Good Things. Bad Things.

Once again I was surrounded by glitz and glamor, within the margins tuxedo-clad glasses-clinking powerful men. A few approvingly nodded to me. I am … to be sure, nowhere near the league of these gentlemen. Certainly nowhere near the pinnacle of my career and ambition. But from where I am, nestled between a grand piano and an grandiloquent wall of a posh hotel, I was afforded glimpse of my possible career peak.

Hours before, I was on national radio station, playing the keyboard for a certain pop star. Indeed, good things are happening lately. Such that it afforded me the confidence to believe that if I hang on to it for a little longer, I’d be on top. I am networking, increasing my visibility and slowly cementing the roots of my reputation.

Only, as the excitement weathered, I realized the tuxedo-clad glass-clinking men can never be powerful enough. Same goes to the national radio and the pop star, whose sphere of influence and popularity never extends beyond the border of this country. This is no New York, Hong Kong, or any “big city where dreams come true”. While all these can be interpreted as my growing elitism and disdain for all things local, I however believed that kind of discrimination is necessary in attaining global greatness.

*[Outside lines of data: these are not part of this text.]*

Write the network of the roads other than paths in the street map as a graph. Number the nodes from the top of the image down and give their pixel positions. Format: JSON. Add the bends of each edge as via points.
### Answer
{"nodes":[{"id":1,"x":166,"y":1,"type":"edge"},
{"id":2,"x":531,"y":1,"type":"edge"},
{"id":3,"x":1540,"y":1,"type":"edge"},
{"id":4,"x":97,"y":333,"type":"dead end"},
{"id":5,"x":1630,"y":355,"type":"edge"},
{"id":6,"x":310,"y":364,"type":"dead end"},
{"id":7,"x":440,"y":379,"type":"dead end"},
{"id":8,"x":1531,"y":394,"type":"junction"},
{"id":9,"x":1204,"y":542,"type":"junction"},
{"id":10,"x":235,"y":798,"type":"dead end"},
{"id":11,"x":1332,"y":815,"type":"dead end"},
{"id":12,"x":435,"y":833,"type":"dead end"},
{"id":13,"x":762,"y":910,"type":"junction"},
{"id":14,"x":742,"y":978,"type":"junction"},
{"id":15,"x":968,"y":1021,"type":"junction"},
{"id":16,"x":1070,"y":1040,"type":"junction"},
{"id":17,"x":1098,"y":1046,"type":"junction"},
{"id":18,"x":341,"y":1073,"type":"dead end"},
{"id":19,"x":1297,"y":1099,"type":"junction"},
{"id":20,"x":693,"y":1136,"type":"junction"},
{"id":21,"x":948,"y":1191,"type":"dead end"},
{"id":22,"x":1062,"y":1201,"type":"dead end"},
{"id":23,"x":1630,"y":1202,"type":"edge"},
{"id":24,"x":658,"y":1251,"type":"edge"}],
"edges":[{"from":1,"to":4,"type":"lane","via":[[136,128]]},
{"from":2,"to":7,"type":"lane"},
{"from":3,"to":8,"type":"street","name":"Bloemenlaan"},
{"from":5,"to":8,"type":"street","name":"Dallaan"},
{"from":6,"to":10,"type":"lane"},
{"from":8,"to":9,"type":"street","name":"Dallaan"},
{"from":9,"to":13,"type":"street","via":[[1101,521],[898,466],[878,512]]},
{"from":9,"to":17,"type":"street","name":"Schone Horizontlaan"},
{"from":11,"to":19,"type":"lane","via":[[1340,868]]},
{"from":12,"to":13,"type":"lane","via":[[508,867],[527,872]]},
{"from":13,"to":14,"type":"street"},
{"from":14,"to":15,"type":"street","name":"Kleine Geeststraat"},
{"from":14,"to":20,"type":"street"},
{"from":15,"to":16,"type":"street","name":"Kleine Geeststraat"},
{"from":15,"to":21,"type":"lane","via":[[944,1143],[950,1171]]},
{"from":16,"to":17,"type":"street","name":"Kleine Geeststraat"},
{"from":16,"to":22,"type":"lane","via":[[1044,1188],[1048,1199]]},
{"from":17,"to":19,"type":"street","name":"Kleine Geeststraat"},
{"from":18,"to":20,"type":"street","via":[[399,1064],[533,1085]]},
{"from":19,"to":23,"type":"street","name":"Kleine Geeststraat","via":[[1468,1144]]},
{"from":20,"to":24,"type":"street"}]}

Awards. I clinched two for my virgin musical work. I remembered that night in precise resolution. Stage lights beamed attention on me. I must have been too dazzled by my sudden new found pride. As it turns out in retrospect, this isn’t the Tony Awards or any top global industry accolades.

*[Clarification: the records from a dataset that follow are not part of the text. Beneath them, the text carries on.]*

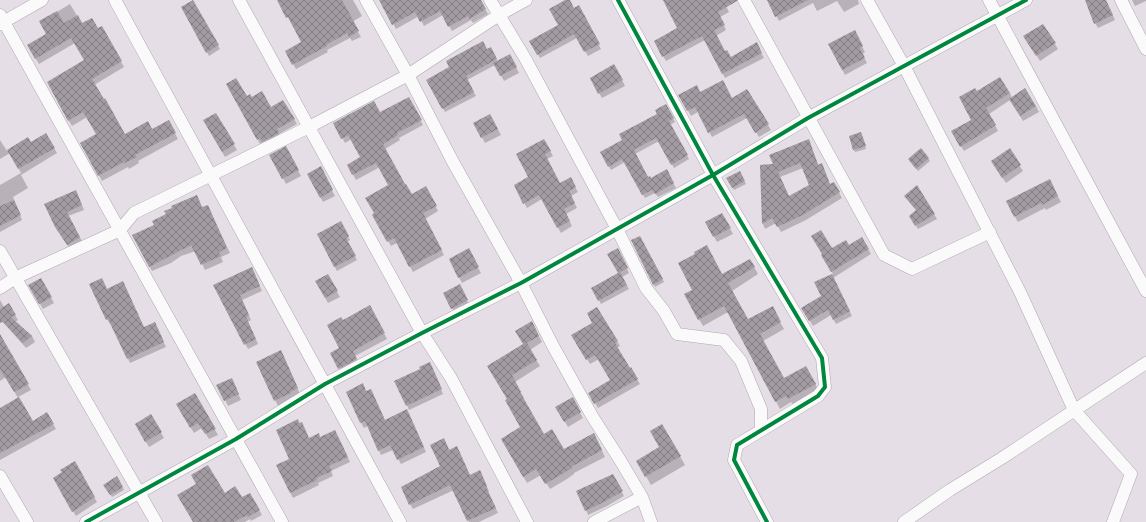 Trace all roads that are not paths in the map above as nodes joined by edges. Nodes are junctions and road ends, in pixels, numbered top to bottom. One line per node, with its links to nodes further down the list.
1 (42, 0): 15 (street)
2 (116, 0): 21 (street)
3 (240, 0): 20 (street)
4 (366, 0): 18 (street)
5 (490, 0): 13 (street)
6 (526, 0): 13 (street)
7 (618, 0): 22 (street)
8 (744, 0): 19 (street)
9 (867, 0): 17 (street)
10 (989, 0): 14 (street)
11 (1026, 0): 14 (street)
12 (1121, 0): 16 (street)
13 (499, 15): 18 (street); 23 (street)
14 (998, 16): 17 (street); 30 (street)
15 (1, 20): 24 (street)
16 (1146, 49)
17 (904, 66): 19 (street); 25 (street)
18 (408, 75): 20 (street); 28 (street)
19 (808, 118): 22 (street); 25 (street)
20 (309, 126): 21 (street); 31 (street)
21 (211, 175): 24 (street); 33 (street)
22 (713, 175): 23 (street); 35 (street)
23 (617, 229): 28 (street); 35 (street)
24 (120, 230): 27 (street); 36 (street)
25 (990, 232): 34 (street)
26 (0, 252): 27 (street)
27 (15, 278): 29 (street); 38 (street)
28 (521, 283): 31 (street); 39 (street)
29 (0, 288)
30 (1146, 291)
31 (422, 333): 33 (street); 45 (street)
32 (1146, 363): 34 (street)
33 (325, 384): 36 (street); 44 (street)
34 (1074, 410): 49 (street); 50 (street)
35 (762, 430): 48 (street)
36 (236, 439): 38 (street); 43 (street)
37 (0, 476): 40 (street)
38 (140, 492): 41 (street); 42 (street)
39 (642, 497): 46 (street); 47 (street)
40 (28, 522)
41 (86, 522)
42 (156, 522)
43 (282, 522)
44 (400, 522)
45 (527, 522)
46 (594, 522)
47 (651, 522)
48 (766, 522)
49 (904, 522)
50 (1113, 522) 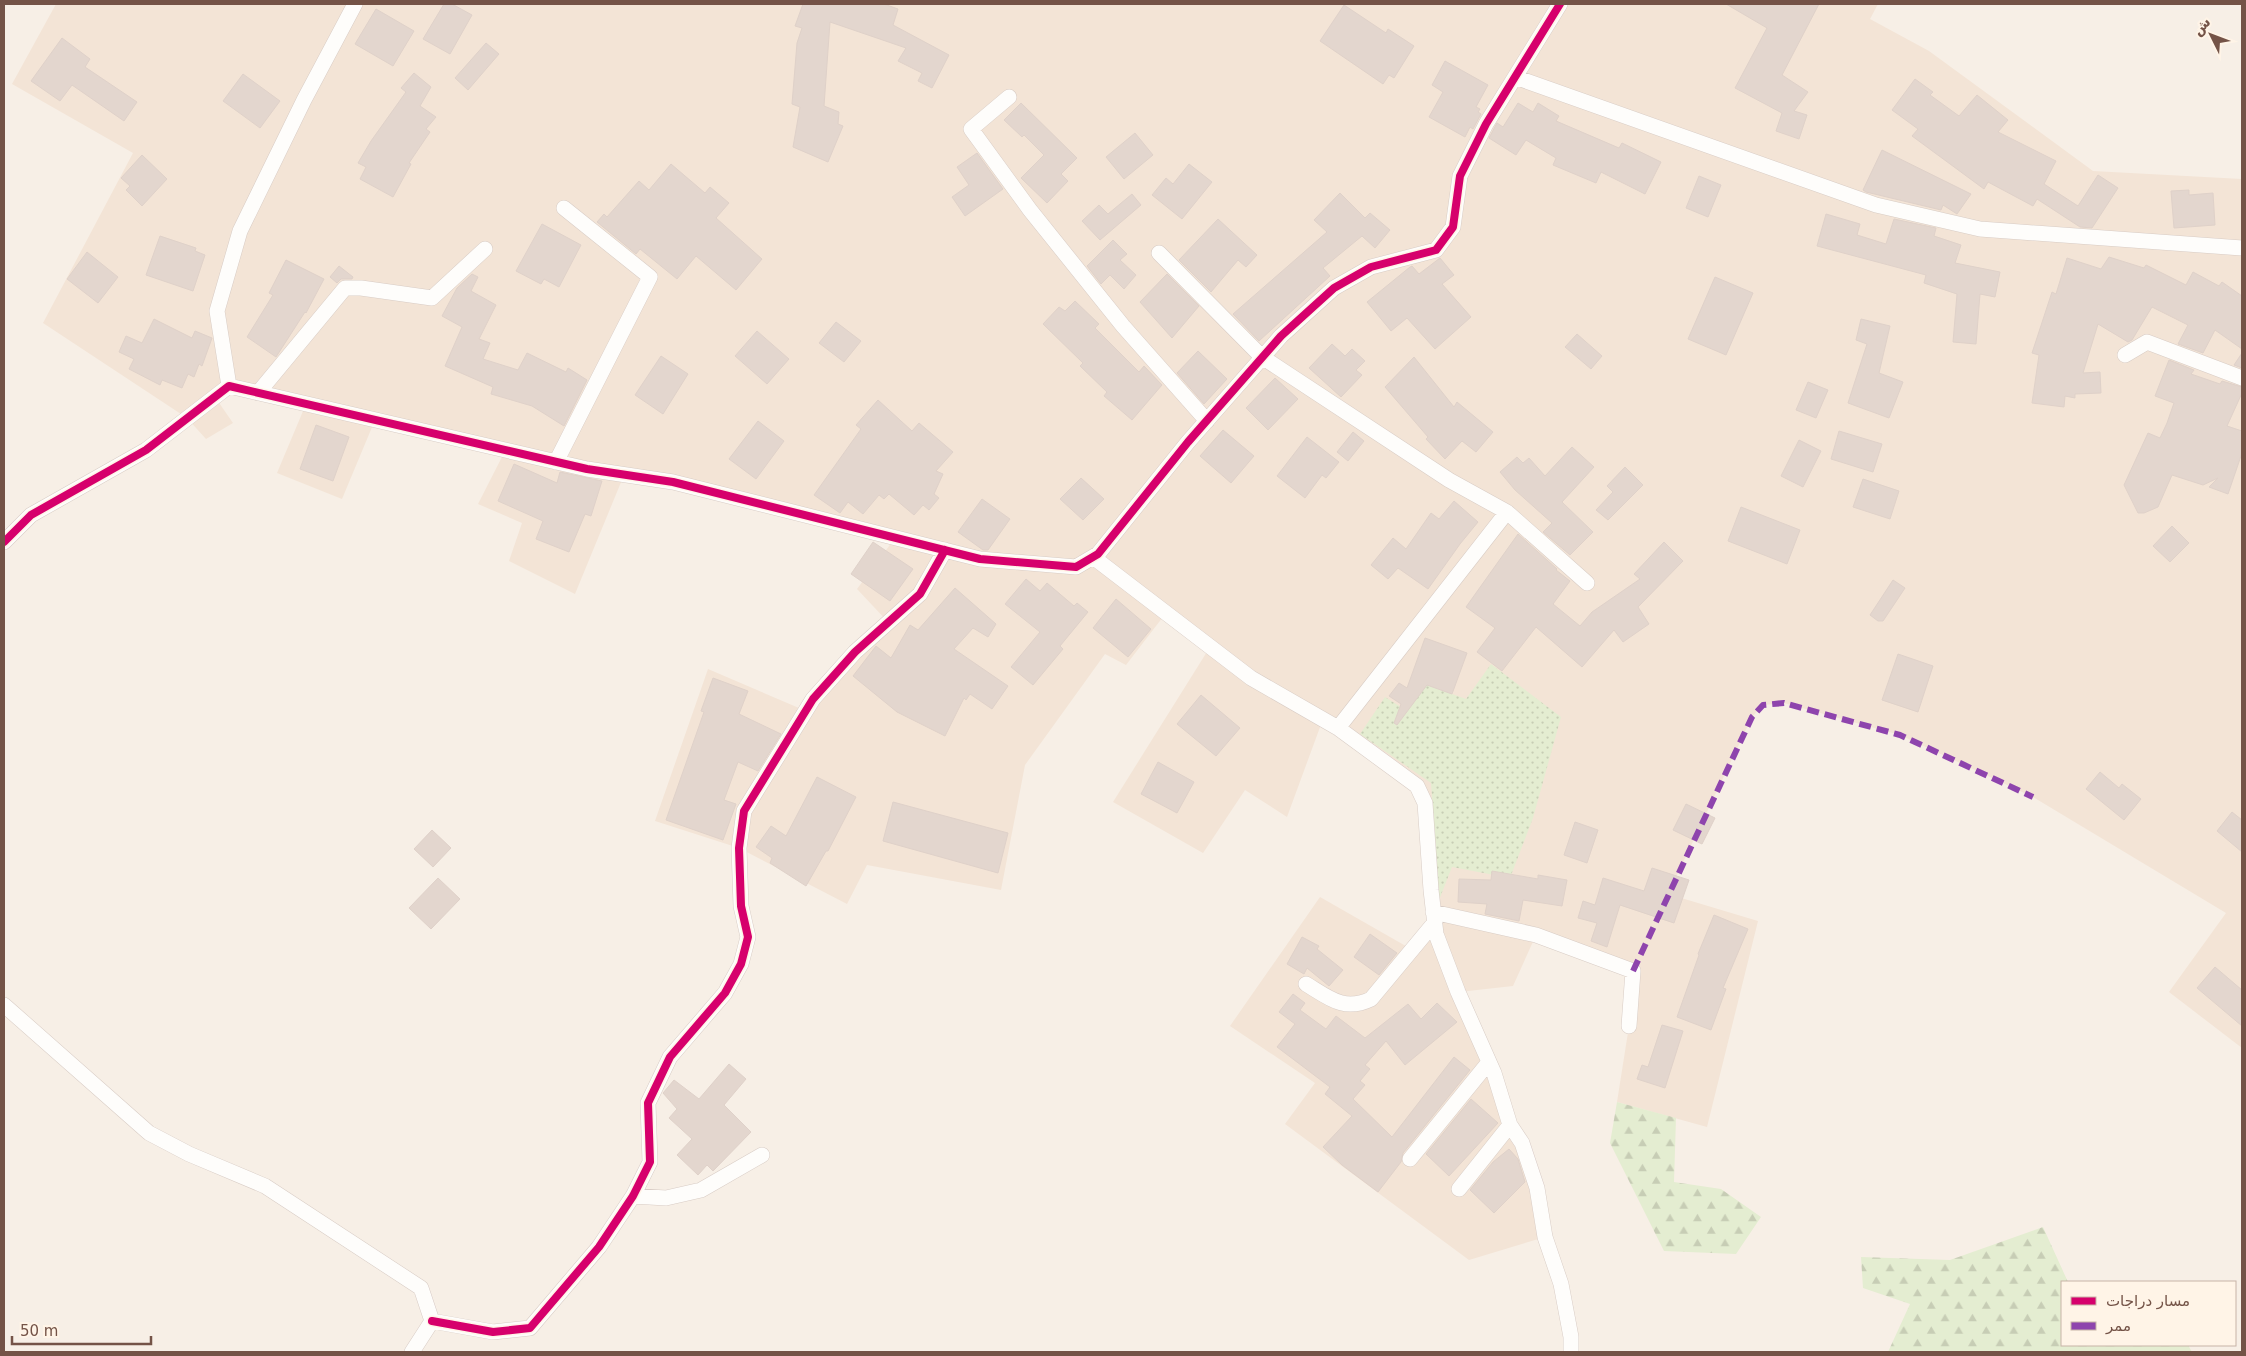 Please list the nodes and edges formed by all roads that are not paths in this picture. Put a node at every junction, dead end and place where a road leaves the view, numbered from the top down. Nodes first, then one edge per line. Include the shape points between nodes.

My conflicting thoughts knocked me off my trajectory. Suddenly I didn’t know what to do next: I should begin packing up skills, knowledge and expertise, set foot on the “big city where dreams come true”, start anew, climb to the top. But I should also stay because as they say, in the land of the blind, the one eye man is king and I might not have similar opportunities, more so when we talk about competitive landscape in the “big city where dreams come true”. But I should really go, NOW, because I’d get inspired, be exposed to the best of the best, and even if I don’t get opportunities at the highest level I can start small at a local level and climb to the top.

Undoubtedly, I need to leave. But with everything good going on, when the time arrives, when the exit door cracks open and I need to bolt through it before it seals again, would I unroot myself from everything that I’ve sowed: contacts, networks, visibility, reputation. Would I have become too comfortable, unwilling to start from scratch in foreign city?